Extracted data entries

┌────────

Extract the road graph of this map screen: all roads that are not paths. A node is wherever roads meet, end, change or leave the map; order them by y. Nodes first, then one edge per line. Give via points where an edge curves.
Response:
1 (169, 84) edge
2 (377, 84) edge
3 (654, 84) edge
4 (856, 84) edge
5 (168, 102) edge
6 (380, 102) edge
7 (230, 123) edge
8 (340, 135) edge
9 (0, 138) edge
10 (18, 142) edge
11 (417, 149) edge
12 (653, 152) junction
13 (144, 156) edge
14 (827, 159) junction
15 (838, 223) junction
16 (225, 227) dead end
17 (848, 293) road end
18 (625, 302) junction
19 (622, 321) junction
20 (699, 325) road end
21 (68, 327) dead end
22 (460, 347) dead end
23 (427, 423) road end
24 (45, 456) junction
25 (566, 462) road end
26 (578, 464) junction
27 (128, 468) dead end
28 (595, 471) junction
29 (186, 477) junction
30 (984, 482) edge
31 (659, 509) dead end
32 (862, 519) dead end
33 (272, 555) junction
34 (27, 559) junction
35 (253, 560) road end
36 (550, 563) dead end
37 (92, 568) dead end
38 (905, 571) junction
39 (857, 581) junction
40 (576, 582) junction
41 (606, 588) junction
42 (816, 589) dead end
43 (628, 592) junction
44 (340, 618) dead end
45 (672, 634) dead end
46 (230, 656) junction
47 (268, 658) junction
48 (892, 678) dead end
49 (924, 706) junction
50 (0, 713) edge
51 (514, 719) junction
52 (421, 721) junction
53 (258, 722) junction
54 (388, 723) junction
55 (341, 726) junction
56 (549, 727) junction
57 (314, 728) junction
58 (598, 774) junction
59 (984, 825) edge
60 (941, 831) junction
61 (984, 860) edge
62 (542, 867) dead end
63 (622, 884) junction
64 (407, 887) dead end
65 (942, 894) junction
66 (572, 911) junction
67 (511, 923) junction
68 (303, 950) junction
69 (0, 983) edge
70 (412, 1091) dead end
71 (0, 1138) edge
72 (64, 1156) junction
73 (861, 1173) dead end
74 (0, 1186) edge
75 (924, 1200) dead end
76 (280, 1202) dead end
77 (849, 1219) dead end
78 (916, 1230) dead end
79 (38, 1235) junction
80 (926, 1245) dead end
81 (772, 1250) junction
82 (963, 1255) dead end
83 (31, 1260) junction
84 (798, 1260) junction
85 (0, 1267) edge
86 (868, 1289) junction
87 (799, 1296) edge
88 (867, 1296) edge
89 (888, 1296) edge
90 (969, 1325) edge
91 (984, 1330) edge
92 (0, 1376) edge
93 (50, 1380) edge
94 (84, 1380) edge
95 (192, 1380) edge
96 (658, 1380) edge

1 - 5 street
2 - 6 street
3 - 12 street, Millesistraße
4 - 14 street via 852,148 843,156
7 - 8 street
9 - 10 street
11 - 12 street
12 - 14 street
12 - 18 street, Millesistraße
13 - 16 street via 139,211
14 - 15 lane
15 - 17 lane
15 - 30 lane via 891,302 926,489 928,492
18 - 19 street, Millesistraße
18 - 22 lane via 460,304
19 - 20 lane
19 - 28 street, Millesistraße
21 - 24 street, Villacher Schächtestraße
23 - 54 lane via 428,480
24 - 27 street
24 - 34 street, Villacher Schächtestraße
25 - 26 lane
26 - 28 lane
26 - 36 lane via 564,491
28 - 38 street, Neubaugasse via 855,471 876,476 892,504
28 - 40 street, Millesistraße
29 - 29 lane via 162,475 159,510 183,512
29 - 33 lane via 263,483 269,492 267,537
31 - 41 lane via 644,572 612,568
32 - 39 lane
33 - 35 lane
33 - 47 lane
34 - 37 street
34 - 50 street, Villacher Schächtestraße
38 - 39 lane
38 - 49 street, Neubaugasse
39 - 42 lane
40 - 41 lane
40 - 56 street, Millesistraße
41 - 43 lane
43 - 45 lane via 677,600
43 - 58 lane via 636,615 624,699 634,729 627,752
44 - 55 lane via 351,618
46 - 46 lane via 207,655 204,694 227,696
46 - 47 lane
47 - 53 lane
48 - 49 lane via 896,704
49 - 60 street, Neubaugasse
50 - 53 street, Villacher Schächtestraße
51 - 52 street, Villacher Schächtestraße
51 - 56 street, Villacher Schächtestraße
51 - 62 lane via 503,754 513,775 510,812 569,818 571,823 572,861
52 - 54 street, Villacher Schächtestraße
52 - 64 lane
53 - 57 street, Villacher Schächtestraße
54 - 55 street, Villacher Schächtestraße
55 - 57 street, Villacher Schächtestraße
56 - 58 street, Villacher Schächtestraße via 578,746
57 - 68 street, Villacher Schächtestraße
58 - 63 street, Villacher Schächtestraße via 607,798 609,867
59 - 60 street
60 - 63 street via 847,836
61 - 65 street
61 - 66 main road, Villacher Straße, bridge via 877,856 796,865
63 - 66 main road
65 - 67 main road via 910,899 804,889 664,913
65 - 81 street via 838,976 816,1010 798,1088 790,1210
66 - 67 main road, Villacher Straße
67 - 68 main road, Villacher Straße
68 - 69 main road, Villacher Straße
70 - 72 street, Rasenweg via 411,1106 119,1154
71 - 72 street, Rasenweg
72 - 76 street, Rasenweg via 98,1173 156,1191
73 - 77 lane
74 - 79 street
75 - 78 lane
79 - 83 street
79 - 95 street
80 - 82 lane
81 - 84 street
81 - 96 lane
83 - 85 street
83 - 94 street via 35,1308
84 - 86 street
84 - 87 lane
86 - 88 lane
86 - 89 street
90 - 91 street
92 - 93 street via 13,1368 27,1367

└────────

**Exercise goal**
Only the number is wanted: how many lines in the data include the string "road"?

**Written response**
12